-------- Material shown --------
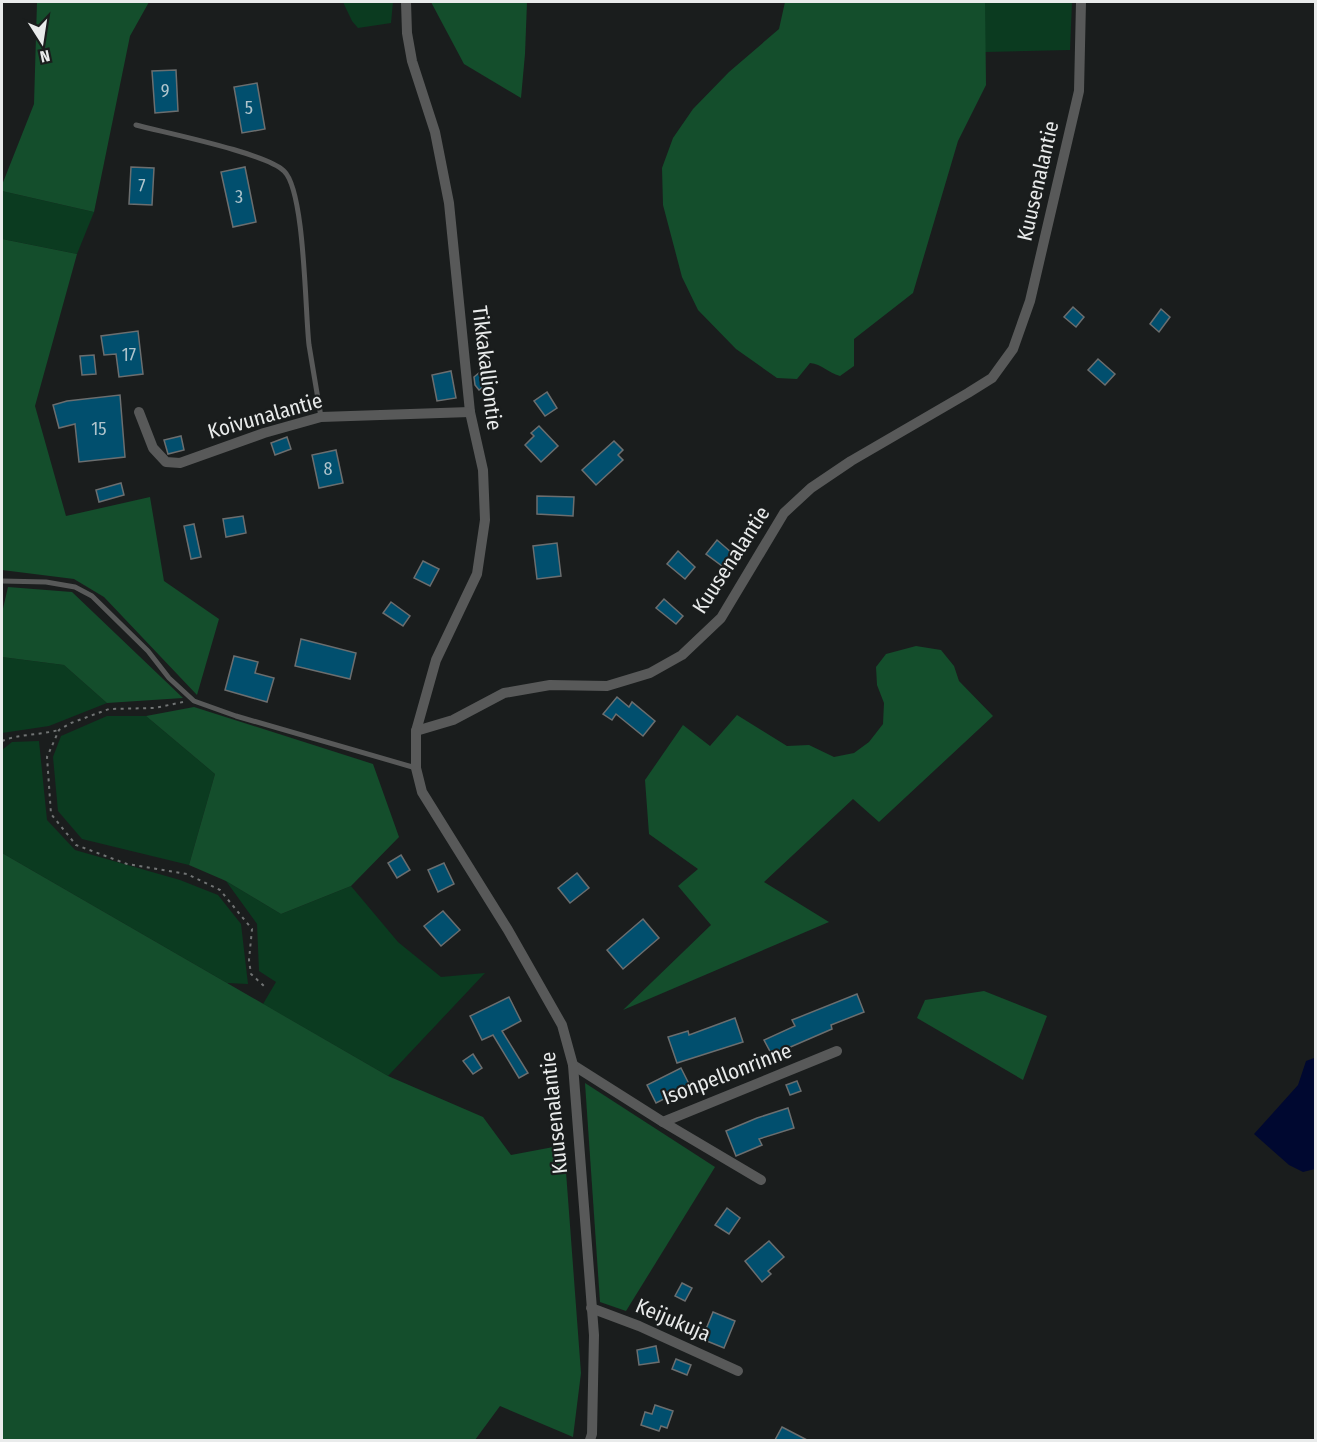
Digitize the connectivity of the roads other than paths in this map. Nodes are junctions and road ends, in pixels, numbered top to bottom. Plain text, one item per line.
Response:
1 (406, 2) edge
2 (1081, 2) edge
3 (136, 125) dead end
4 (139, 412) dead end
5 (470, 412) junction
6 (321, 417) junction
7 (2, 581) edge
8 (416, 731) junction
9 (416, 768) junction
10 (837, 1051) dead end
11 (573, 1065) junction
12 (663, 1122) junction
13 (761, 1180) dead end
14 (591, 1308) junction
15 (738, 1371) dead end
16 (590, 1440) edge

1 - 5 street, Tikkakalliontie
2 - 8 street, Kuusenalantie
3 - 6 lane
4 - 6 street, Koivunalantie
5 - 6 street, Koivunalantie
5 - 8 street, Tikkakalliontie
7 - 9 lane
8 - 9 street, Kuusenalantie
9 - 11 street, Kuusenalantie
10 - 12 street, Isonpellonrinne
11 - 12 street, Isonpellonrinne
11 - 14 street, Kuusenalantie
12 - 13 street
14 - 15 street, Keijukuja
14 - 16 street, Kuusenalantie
--------
Quote every line of the records above exactly; no picture is to be copied.

Digitize the connectivity of the roads other than paths in this map. Nodes are junctions and road ends, in pixels, numbered top to bottom. Plain text, one item per line.
Response:
1 (406, 2) edge
2 (1081, 2) edge
3 (136, 125) dead end
4 (139, 412) dead end
5 (470, 412) junction
6 (321, 417) junction
7 (2, 581) edge
8 (416, 731) junction
9 (416, 768) junction
10 (837, 1051) dead end
11 (573, 1065) junction
12 (663, 1122) junction
13 (761, 1180) dead end
14 (591, 1308) junction
15 (738, 1371) dead end
16 (590, 1440) edge

1 - 5 street, Tikkakalliontie
2 - 8 street, Kuusenalantie
3 - 6 lane
4 - 6 street, Koivunalantie
5 - 6 street, Koivunalantie
5 - 8 street, Tikkakalliontie
7 - 9 lane
8 - 9 street, Kuusenalantie
9 - 11 street, Kuusenalantie
10 - 12 street, Isonpellonrinne
11 - 12 street, Isonpellonrinne
11 - 14 street, Kuusenalantie
12 - 13 street
14 - 15 street, Keijukuja
14 - 16 street, Kuusenalantie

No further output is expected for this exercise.